▶ Records supplied:

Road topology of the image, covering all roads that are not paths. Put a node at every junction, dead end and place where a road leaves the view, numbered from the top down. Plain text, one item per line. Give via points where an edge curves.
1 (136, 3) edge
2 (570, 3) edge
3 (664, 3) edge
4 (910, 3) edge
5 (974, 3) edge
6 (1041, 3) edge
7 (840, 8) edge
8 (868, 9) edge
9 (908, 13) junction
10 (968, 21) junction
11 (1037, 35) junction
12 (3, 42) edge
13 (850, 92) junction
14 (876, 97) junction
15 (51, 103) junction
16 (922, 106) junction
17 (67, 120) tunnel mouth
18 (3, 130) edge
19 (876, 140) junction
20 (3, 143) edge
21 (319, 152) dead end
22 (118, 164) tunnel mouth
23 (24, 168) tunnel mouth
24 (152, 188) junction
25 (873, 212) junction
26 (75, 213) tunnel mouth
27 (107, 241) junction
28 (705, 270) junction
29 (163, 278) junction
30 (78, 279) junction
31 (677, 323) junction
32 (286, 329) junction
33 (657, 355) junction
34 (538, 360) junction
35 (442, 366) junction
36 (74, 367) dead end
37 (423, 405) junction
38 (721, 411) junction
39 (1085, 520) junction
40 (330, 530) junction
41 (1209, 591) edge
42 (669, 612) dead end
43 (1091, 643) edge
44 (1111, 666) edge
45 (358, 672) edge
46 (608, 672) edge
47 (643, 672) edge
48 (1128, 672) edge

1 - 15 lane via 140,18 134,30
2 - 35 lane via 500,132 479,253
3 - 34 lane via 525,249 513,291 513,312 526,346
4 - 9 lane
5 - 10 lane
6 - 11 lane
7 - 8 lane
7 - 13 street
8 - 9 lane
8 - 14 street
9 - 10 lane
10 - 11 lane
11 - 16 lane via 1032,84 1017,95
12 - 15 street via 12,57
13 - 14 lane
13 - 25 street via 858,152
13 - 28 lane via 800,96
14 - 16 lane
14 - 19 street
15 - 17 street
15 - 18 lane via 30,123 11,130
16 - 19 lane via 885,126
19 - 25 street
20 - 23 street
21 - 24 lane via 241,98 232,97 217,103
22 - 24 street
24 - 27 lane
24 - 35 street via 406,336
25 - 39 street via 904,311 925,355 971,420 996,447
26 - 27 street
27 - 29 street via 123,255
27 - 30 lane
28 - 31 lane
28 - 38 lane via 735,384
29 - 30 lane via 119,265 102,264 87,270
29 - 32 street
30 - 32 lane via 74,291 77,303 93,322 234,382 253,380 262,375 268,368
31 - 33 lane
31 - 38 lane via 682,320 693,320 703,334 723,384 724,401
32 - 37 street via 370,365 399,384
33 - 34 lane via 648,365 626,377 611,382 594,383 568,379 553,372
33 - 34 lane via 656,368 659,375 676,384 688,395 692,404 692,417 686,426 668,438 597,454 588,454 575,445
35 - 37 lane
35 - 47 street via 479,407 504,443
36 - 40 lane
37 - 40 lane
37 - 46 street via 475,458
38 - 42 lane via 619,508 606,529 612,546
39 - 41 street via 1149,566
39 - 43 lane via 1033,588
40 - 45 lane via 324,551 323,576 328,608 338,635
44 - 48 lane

▶ Task description: Copy the data exactly. Leave nothing out.

▶ Answer section:
Road topology of the image, covering all roads that are not paths. Put a node at every junction, dead end and place where a road leaves the view, numbered from the top down. Plain text, one item per line. Give via points where an edge curves.
1 (136, 3) edge
2 (570, 3) edge
3 (664, 3) edge
4 (910, 3) edge
5 (974, 3) edge
6 (1041, 3) edge
7 (840, 8) edge
8 (868, 9) edge
9 (908, 13) junction
10 (968, 21) junction
11 (1037, 35) junction
12 (3, 42) edge
13 (850, 92) junction
14 (876, 97) junction
15 (51, 103) junction
16 (922, 106) junction
17 (67, 120) tunnel mouth
18 (3, 130) edge
19 (876, 140) junction
20 (3, 143) edge
21 (319, 152) dead end
22 (118, 164) tunnel mouth
23 (24, 168) tunnel mouth
24 (152, 188) junction
25 (873, 212) junction
26 (75, 213) tunnel mouth
27 (107, 241) junction
28 (705, 270) junction
29 (163, 278) junction
30 (78, 279) junction
31 (677, 323) junction
32 (286, 329) junction
33 (657, 355) junction
34 (538, 360) junction
35 (442, 366) junction
36 (74, 367) dead end
37 (423, 405) junction
38 (721, 411) junction
39 (1085, 520) junction
40 (330, 530) junction
41 (1209, 591) edge
42 (669, 612) dead end
43 (1091, 643) edge
44 (1111, 666) edge
45 (358, 672) edge
46 (608, 672) edge
47 (643, 672) edge
48 (1128, 672) edge

1 - 15 lane via 140,18 134,30
2 - 35 lane via 500,132 479,253
3 - 34 lane via 525,249 513,291 513,312 526,346
4 - 9 lane
5 - 10 lane
6 - 11 lane
7 - 8 lane
7 - 13 street
8 - 9 lane
8 - 14 street
9 - 10 lane
10 - 11 lane
11 - 16 lane via 1032,84 1017,95
12 - 15 street via 12,57
13 - 14 lane
13 - 25 street via 858,152
13 - 28 lane via 800,96
14 - 16 lane
14 - 19 street
15 - 17 street
15 - 18 lane via 30,123 11,130
16 - 19 lane via 885,126
19 - 25 street
20 - 23 street
21 - 24 lane via 241,98 232,97 217,103
22 - 24 street
24 - 27 lane
24 - 35 street via 406,336
25 - 39 street via 904,311 925,355 971,420 996,447
26 - 27 street
27 - 29 street via 123,255
27 - 30 lane
28 - 31 lane
28 - 38 lane via 735,384
29 - 30 lane via 119,265 102,264 87,270
29 - 32 street
30 - 32 lane via 74,291 77,303 93,322 234,382 253,380 262,375 268,368
31 - 33 lane
31 - 38 lane via 682,320 693,320 703,334 723,384 724,401
32 - 37 street via 370,365 399,384
33 - 34 lane via 648,365 626,377 611,382 594,383 568,379 553,372
33 - 34 lane via 656,368 659,375 676,384 688,395 692,404 692,417 686,426 668,438 597,454 588,454 575,445
35 - 37 lane
35 - 47 street via 479,407 504,443
36 - 40 lane
37 - 40 lane
37 - 46 street via 475,458
38 - 42 lane via 619,508 606,529 612,546
39 - 41 street via 1149,566
39 - 43 lane via 1033,588
40 - 45 lane via 324,551 323,576 328,608 338,635
44 - 48 lane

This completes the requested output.